Jusqu’à récemment, les analyses tentant de départager et de quantifier ces causalités montraient un lien positif et significatif allant du degré de financiarisation des économies aux performances économiques (Ang, 2008). La crise financière internationale est cependant venue relativiser ces conclusions. En particulier, Arcand et al. (2012) montrent que les effets d’une financiarisation accrue deviennent négatifs au-delà d’un certain seuil[2]. La relation entre financiarisation et performance économique peut être représentée par une courbe en cloche : positive au début puis, à partir de seuils oscillant entre 80 et 100% du ratio crédits/PIB, progressivement nulle voire négative.

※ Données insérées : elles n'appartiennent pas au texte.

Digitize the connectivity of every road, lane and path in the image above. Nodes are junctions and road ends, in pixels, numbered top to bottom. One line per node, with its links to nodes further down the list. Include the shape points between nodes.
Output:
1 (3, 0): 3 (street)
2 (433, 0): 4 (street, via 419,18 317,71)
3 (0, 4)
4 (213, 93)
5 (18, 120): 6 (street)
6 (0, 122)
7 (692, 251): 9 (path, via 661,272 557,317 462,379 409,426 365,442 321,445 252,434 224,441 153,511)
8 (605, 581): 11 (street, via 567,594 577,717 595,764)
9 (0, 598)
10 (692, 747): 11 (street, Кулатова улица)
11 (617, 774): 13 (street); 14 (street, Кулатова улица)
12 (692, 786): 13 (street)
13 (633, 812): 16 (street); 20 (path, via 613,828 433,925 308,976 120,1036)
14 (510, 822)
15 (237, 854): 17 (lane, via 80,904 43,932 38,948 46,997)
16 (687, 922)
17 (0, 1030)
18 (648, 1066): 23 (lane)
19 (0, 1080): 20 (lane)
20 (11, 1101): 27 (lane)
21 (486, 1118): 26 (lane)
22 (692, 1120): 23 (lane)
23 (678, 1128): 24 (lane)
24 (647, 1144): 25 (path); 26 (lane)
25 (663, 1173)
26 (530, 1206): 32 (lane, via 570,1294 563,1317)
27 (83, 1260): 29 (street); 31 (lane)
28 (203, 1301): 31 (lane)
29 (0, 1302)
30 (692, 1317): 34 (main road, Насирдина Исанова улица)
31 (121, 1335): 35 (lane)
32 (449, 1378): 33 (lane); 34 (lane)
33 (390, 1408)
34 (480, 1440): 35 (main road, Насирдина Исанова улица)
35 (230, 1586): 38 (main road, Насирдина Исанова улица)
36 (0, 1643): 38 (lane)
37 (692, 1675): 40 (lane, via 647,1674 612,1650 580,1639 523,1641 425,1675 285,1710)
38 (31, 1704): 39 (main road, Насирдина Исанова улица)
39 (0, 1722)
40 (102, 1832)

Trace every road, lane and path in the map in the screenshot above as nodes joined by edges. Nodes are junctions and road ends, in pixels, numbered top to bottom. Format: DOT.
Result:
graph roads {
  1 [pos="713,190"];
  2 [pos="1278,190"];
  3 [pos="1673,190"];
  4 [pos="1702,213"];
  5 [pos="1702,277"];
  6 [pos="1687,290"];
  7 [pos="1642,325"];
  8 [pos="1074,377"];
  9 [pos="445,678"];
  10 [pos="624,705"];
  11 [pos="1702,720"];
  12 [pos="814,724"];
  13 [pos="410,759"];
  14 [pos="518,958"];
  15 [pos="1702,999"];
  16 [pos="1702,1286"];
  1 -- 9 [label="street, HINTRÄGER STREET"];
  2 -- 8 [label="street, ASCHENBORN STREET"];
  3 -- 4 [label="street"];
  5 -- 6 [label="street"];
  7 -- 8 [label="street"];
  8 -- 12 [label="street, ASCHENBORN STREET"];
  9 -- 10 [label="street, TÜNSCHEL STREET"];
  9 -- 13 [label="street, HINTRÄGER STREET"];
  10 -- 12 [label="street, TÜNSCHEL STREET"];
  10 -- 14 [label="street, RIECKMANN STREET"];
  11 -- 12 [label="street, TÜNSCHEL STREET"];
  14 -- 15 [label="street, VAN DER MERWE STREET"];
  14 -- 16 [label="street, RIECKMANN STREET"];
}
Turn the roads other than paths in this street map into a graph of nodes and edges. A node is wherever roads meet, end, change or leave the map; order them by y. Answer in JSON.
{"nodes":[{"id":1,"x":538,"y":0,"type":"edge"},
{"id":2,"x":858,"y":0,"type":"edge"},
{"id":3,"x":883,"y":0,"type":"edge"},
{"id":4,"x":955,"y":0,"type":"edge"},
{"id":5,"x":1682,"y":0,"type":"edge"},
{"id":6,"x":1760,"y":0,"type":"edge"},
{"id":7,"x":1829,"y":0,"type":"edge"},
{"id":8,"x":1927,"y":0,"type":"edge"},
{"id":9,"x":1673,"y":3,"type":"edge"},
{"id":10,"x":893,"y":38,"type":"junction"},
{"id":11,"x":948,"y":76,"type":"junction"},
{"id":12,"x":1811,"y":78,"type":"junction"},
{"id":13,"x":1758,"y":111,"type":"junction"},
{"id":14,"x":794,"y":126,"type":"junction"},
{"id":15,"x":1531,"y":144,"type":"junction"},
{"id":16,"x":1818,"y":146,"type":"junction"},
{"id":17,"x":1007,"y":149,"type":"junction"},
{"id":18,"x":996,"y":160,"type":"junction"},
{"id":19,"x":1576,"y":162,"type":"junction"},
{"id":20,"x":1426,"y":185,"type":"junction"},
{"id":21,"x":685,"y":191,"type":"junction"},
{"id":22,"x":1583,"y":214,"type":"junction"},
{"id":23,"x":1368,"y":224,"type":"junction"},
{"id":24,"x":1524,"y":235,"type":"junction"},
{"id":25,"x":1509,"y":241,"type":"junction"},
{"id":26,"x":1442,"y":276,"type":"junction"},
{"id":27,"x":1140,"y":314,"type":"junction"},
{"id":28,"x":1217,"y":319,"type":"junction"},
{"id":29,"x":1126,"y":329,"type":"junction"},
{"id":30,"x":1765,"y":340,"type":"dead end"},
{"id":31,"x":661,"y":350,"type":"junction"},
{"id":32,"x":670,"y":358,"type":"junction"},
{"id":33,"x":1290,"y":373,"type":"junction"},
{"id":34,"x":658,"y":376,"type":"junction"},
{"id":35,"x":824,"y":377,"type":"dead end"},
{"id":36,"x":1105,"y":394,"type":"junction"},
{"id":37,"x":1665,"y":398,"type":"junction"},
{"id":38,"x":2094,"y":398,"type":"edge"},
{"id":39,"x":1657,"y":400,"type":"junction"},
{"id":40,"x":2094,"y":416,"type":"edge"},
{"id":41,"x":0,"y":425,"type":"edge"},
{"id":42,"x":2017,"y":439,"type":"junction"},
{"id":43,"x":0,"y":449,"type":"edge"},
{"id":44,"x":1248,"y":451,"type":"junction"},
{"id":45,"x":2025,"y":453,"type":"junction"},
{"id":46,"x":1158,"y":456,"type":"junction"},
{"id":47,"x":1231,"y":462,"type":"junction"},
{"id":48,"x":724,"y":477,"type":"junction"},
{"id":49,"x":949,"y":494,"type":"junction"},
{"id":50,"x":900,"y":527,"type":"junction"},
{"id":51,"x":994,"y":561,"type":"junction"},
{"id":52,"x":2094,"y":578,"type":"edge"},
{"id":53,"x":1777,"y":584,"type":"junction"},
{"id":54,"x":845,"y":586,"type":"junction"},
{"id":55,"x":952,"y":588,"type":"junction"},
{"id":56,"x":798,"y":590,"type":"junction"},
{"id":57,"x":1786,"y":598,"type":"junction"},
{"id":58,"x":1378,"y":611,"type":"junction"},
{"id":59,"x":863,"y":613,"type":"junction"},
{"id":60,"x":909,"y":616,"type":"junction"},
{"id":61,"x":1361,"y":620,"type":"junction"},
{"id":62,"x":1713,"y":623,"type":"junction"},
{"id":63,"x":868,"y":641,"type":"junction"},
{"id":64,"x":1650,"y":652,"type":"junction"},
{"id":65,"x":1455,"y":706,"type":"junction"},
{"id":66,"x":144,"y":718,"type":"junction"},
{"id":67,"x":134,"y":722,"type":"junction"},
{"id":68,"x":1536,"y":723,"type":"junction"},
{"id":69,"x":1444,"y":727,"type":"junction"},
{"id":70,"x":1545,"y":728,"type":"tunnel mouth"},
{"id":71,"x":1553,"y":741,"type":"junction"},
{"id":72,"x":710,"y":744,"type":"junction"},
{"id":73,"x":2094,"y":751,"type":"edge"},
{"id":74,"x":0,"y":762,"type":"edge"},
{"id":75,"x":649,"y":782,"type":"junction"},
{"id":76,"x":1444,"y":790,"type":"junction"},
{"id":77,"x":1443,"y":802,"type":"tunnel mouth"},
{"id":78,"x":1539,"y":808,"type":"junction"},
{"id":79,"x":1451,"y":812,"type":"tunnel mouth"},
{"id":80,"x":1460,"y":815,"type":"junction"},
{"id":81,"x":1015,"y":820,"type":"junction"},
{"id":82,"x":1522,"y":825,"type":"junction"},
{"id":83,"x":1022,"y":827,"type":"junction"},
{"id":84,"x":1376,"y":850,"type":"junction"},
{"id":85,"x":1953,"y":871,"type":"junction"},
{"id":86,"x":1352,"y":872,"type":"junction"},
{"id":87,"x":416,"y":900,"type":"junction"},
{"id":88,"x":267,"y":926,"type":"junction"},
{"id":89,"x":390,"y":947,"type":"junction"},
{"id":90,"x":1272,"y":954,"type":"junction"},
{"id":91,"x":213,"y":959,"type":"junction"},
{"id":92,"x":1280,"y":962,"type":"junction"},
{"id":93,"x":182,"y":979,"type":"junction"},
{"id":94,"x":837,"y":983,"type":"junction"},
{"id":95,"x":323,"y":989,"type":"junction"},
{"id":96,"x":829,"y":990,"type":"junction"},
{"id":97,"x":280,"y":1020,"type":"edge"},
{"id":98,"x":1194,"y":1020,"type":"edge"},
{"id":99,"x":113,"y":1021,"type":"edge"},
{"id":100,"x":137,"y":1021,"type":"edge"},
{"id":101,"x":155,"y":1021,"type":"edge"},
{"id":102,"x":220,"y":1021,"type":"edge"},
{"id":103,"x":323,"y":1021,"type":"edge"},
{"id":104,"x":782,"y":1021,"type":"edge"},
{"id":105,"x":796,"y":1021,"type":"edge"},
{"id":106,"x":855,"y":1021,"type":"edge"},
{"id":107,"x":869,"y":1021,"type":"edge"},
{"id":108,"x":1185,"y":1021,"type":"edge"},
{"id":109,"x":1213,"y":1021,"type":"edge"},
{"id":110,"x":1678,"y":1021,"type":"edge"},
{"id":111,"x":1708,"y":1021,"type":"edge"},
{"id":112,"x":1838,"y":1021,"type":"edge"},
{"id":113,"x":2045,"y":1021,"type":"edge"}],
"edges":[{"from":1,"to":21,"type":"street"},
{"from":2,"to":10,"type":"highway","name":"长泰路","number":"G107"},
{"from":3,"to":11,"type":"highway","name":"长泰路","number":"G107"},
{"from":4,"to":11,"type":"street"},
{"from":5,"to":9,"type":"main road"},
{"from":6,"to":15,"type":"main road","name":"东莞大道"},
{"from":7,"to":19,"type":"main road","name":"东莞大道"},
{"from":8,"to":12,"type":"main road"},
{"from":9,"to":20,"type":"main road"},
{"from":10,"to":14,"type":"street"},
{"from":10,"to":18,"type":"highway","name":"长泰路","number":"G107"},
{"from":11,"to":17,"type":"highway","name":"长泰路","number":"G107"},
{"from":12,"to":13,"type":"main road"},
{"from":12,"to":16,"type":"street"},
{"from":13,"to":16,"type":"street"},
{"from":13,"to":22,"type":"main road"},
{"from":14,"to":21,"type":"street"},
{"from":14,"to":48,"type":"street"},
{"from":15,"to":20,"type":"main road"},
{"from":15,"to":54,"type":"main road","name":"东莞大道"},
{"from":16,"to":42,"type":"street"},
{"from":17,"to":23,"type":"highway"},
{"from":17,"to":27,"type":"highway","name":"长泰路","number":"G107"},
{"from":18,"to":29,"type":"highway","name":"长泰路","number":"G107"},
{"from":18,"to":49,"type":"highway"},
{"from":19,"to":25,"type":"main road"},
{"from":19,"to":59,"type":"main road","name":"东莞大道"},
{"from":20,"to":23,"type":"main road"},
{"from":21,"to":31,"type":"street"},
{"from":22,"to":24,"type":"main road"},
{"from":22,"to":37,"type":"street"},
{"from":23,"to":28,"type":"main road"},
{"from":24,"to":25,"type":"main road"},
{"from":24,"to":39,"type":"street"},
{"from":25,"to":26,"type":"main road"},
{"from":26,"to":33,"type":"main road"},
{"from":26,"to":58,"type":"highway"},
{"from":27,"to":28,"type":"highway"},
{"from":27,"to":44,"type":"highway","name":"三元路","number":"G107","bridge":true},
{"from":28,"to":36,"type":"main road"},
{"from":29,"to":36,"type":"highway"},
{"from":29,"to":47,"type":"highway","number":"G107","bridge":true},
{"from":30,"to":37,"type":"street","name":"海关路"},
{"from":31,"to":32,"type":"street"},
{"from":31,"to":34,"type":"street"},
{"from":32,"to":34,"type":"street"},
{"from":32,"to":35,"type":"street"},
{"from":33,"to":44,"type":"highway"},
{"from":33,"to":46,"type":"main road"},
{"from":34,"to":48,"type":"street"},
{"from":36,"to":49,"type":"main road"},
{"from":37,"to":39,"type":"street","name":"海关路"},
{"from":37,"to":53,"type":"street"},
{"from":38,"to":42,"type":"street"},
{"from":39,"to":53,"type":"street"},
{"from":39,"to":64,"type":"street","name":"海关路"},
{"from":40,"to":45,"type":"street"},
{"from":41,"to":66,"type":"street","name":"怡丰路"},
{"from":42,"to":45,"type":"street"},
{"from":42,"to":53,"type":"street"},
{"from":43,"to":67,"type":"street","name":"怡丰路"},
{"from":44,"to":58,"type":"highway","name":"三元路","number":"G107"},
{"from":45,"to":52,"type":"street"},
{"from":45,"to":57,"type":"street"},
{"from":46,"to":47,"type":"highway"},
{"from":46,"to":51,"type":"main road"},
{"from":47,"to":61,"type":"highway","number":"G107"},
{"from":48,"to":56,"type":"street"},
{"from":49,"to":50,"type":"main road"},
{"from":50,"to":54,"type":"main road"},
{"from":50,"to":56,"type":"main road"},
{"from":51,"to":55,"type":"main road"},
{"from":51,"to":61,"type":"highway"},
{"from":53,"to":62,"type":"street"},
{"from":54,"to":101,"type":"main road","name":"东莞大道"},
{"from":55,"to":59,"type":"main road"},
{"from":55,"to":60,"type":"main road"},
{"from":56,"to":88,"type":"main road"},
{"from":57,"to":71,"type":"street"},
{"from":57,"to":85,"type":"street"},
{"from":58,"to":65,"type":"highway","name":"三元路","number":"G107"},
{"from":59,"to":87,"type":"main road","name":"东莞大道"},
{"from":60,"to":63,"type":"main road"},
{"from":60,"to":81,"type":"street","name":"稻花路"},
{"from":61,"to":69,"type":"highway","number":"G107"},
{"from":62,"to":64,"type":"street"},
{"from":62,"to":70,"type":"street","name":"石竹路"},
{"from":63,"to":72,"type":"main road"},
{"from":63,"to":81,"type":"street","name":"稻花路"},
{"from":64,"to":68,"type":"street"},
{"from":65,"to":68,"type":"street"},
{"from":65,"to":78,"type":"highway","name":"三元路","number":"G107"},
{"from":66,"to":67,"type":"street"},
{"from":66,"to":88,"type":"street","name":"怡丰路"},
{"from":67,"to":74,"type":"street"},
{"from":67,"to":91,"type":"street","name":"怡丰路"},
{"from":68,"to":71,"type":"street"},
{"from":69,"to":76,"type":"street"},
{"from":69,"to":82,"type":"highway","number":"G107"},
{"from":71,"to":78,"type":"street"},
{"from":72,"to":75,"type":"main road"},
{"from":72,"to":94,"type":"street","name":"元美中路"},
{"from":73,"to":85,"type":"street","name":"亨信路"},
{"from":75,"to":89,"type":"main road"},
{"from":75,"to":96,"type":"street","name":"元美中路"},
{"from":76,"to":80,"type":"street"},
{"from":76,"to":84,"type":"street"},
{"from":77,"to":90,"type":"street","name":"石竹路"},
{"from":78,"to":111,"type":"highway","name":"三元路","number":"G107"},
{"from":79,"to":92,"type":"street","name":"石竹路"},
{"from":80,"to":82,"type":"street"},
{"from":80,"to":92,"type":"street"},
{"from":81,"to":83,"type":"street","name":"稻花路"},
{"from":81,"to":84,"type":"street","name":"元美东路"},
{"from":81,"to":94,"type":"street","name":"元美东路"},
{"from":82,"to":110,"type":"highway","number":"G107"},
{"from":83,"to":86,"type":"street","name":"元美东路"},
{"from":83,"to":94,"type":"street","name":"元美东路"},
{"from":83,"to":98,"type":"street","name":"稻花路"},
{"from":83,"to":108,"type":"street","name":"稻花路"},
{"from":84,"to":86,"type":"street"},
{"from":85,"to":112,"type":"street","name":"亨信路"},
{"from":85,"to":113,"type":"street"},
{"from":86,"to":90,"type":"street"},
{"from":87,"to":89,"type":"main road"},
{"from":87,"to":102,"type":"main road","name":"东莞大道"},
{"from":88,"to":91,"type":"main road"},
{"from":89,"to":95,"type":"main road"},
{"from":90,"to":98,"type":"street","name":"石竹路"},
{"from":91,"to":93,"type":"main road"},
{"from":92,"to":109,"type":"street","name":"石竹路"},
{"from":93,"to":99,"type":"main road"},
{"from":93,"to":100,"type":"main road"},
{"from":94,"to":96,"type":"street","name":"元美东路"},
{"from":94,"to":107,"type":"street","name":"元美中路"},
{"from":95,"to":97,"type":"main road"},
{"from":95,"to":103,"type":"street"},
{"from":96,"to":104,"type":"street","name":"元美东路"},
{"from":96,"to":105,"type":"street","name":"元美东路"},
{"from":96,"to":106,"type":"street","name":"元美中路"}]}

Contrairement à d’autres travaux qui incluent des pays avancés et des pays émergents, voire en développement, notre étude se focalise sur les Etats membres de l’UE de 1998 à 2011. L’intérêt de cet échantillon est que nous incluons uniquement des économies dont les systèmes financiers sont développés, ou pour le moins, avancés dans leur niveau de développement[3]. Par ailleurs, il s’agit d’un espace politique relativement homogène qui autorise la mise en place de régulations financières communes. Nous reprenons la méthodologie de Beck & Levine (2004) qui, à l’aide d’un panel et de variables instrumentales, permet de résoudre les problèmes d’endogénéité évoqués précédemment. Les performances économiques sont expliquées par les variables usuelles de la théorie de la croissance endogène, à savoir le PIB par tête initial, l’accumulation du capital humain à travers la moyenne des années d’enseignement, les dépenses publiques, l’ouverture commerciale et l’inflation. De plus, nous incluons les variables de financiarisation précédemment évoquées. Nous montrons ainsi que, contrairement aux résultats usuels de la littérature, le degré de financiarisation des économies n’a pas d’effets positifs sur les performances économiques mesurées par le PIB par tête, la consommation des ménages, l’investissement des entreprises ou encore le revenu disponible. Dans la plupart des cas, l’effet de la financiarisation n’est pas différent de zéro, et quand il l’est, le coefficient a un signe négatif. Difficile alors de prétendre que développement financier et économique vont de pair dans ces économies !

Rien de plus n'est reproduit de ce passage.